Seth left John to his bad temper and language, and returned to the farm in the afternoon. A telegram from Albert awaited him.

“New York, Oct. 19.—If possible conclude business, home to-night, at latest to-morrow morning. Wait for me at all hazards.—Albert.”

To provide against a possible delay over Tuesday, Seth devoted the afternoon, and the earlier part of the evening, to writing matter for his paper, which Dana was to convey to Thessaly for the early morning train, when he went to the cheese-factory. If Albert was coming at all that night, he would arrive about eight.

Nine o’clock came. Aunt Sabrina, after sitting in stem silence by the living-room stove for an hour or two, looking at the wall-paper as her brother Lemuel had been won’t to do, went up to bed with a frigid “good night.” The farm people had all retired with the chickens, long before.

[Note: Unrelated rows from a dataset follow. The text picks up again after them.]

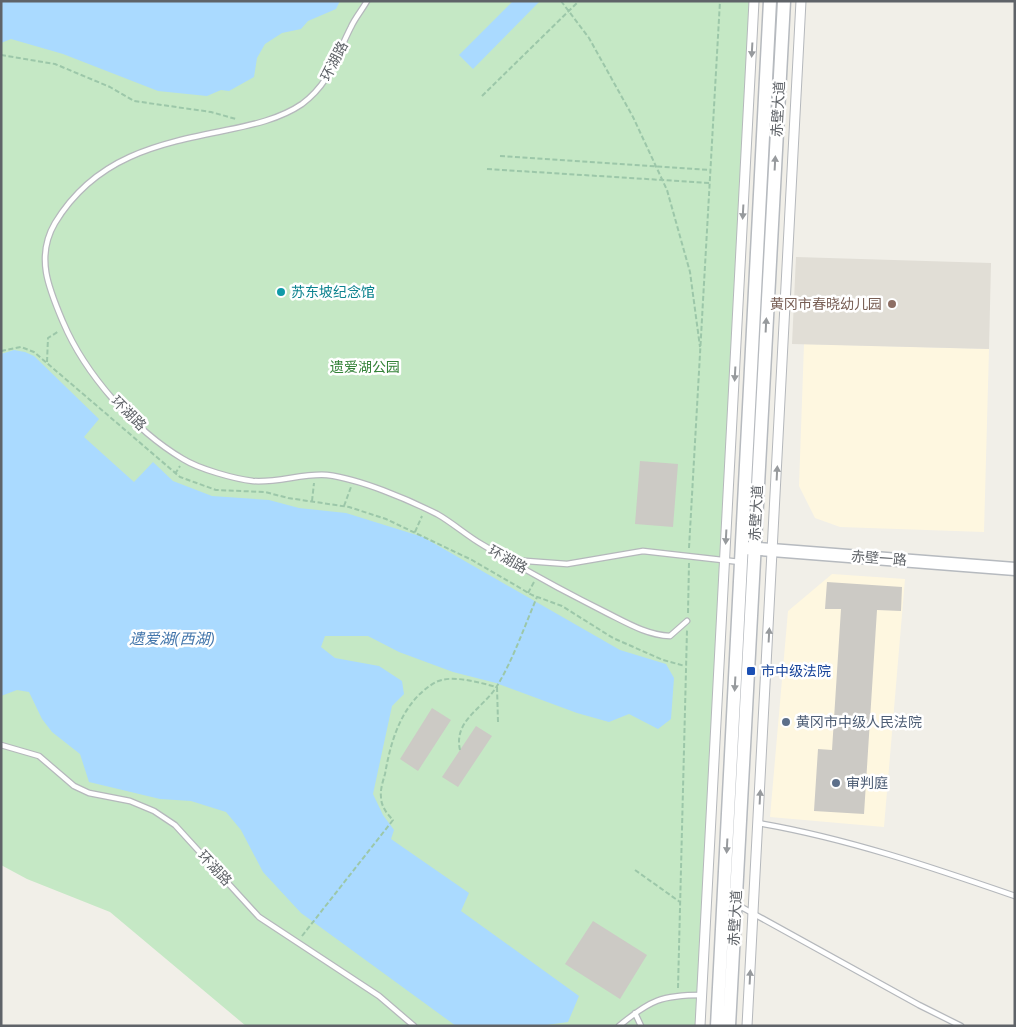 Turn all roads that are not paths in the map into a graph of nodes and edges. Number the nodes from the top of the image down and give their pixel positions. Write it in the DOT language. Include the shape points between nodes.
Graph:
graph roads {
  1 [pos="367,1"];
  2 [pos="754,1"];
  3 [pos="770,1"];
  4 [pos="784,1"];
  5 [pos="801,1"];
  6 [pos="748,548"];
  7 [pos="773,550"];
  8 [pos="511,560"];
  9 [pos="725,560"];
  10 [pos="742,562"];
  11 [pos="1015,569"];
  12 [pos="687,622"];
  13 [pos="1,745"];
  14 [pos="758,823"];
  15 [pos="1015,896"];
  16 [pos="736,903"];
  17 [pos="754,913"];
  18 [pos="702,995"];
  19 [pos="635,1013"];
  20 [pos="414,1026"];
  21 [pos="619,1026"];
  22 [pos="640,1026"];
  23 [pos="700,1026"];
  24 [pos="717,1026"];
  25 [pos="729,1026"];
  26 [pos="747,1026"];
  27 [pos="962,1026"];
  1 -- 8 [label="lane, 环湖路" via="320,88 286,113 151,147 86,184 47,238 46,277 65,328 86,368 147,432 184,460 253,481 327,475 387,492 426,510"];
  2 -- 9 [label="street, one-way"];
  3 -- 6 [label="main road, 赤壁大道"];
  6 -- 4 [label="main road, 赤壁大道, one-way"];
  7 -- 5 [label="street, one-way"];
  6 -- 7 [label="main road, 赤壁一路"];
  6 -- 10 [label="main road, 赤壁大道"];
  6 -- 16 [label="main road, 赤壁大道"];
  7 -- 11 [label="main road, 赤壁一路"];
  14 -- 7 [label="street, one-way"];
  8 -- 9 [label="lane" via="567,564 642,551"];
  8 -- 12 [label="lane, 环湖路" via="572,596 639,629 670,636"];
  9 -- 10 [label="lane"];
  9 -- 18 [label="street"];
  10 -- 24 [label="main road, 赤壁大道, one-way"];
  13 -- 20 [label="lane, 环湖路" via="39,756 74,786 89,793 130,801 175,825 259,917 379,996"];
  14 -- 15 [label="lane" via="858,845"];
  14 -- 17 [label="street"];
  16 -- 17 [label="lane"];
  16 -- 25 [label="main road, 赤壁大道"];
  26 -- 17 [label="street, one-way"];
  17 -- 27 [label="lane"];
  18 -- 19 [label="lane" via="659,998"];
  18 -- 23 [label="street"];
  19 -- 21 [label="lane"];
  19 -- 22 [label="lane"];
} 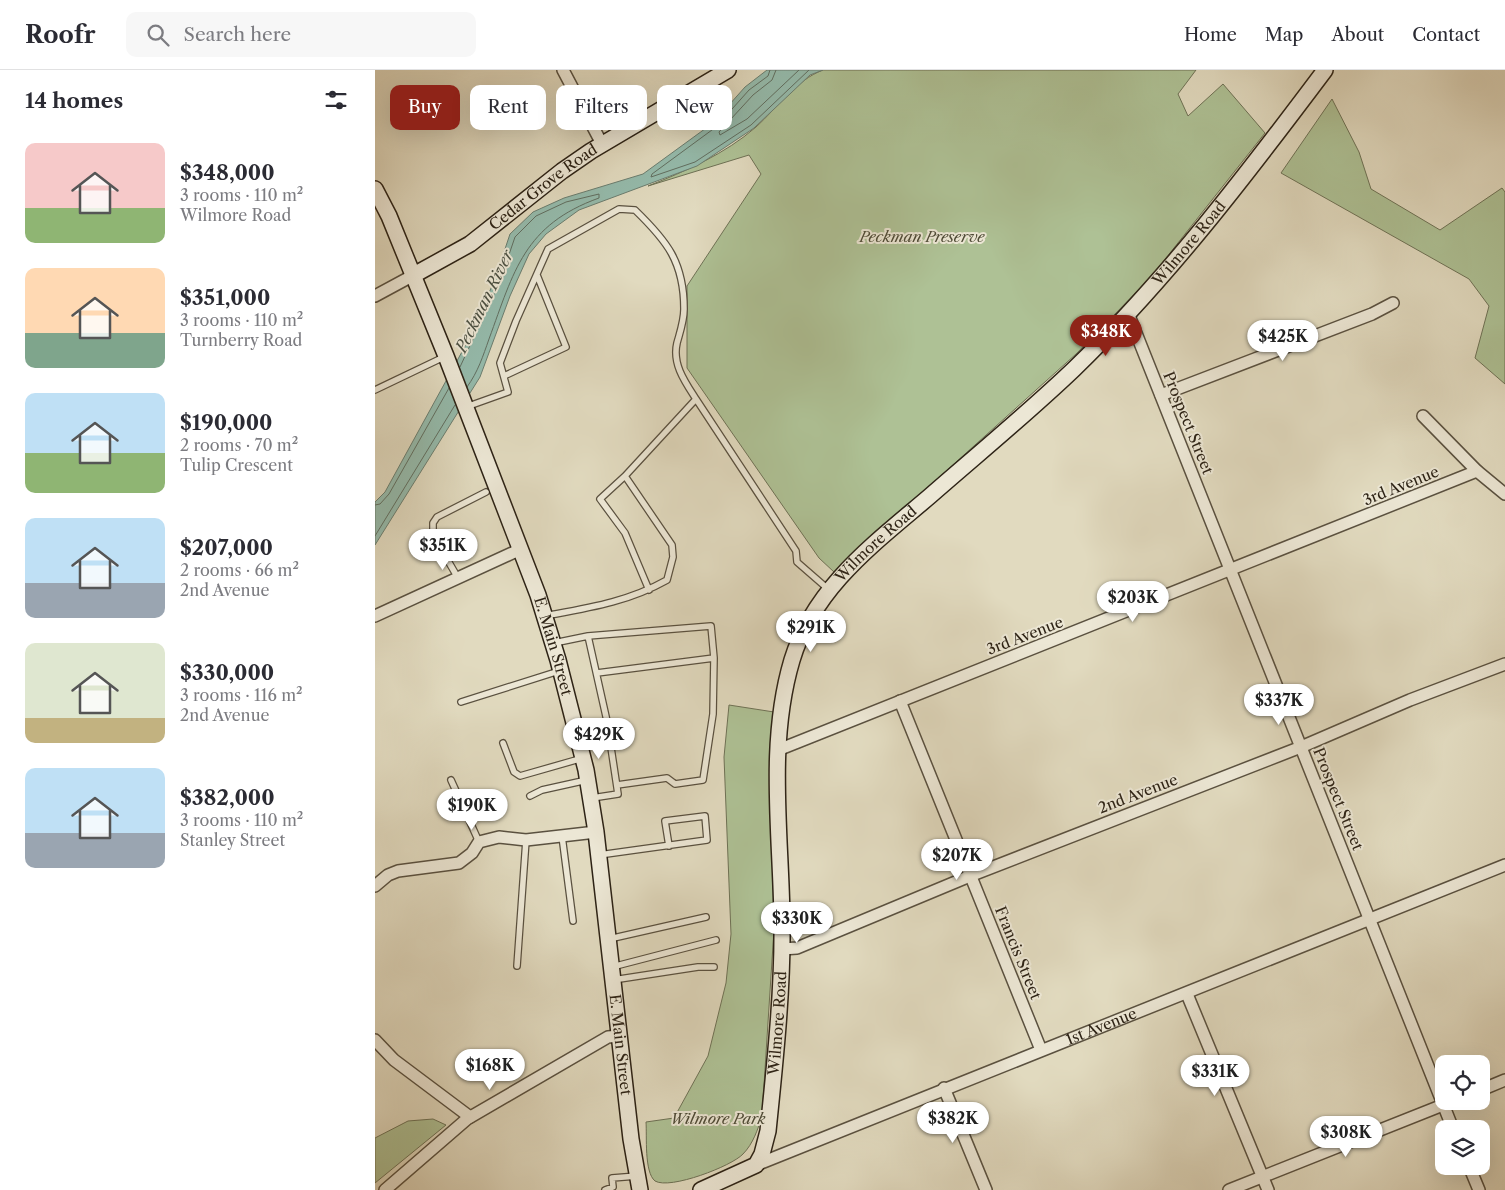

Scarcely raising his eyes from his writing, Seth remarked:

“How Aunt Sabrina has failed since I left the farm! She grows ever so much like father. Poor old woman, she was so eager to have Albert come here, so elated with the idea that the family was to be restored to social and political dignity again—and now the apples seem to be all dead-sea fruit to her. I can’t see that she takes the slightest interest in Albert’s campaign. Odd, isn’t it?”

Isabel was sitting near the stove, around the corner of the table from him. The reddish radiance reflected down from the shaded lamp fell upon her rounded chin and her smooth white neck, dainty in tint as the ruffle in which it lost itself. Above this lace at the back, as she bent over her embroidery, some stray curling wisps of hair gleamed like gold in the light. She replied:

“It isn’t that at all. She’s interested enough in the Congress idea, or would be if she hadn’t something else on her mind. The prying old piece found out, by quizzing Dana, about our writing to each other. She has got it into her ridiculous old head, I feel sure, that there is something between us. Didn’t you notice the way she eyed us at the dinner table yesterday?”

Seth did not answer. His article was unfinished, but he suddenly found himself in doubt whether it was not already long enough. He reflected, or tried to reflect, for a moment, while the soft tones of her voice murmured in his ears, then added a sentence which might serve as a conclusion, and scrawled a dash underneath.

“There! I’m through!” he said, and looked up.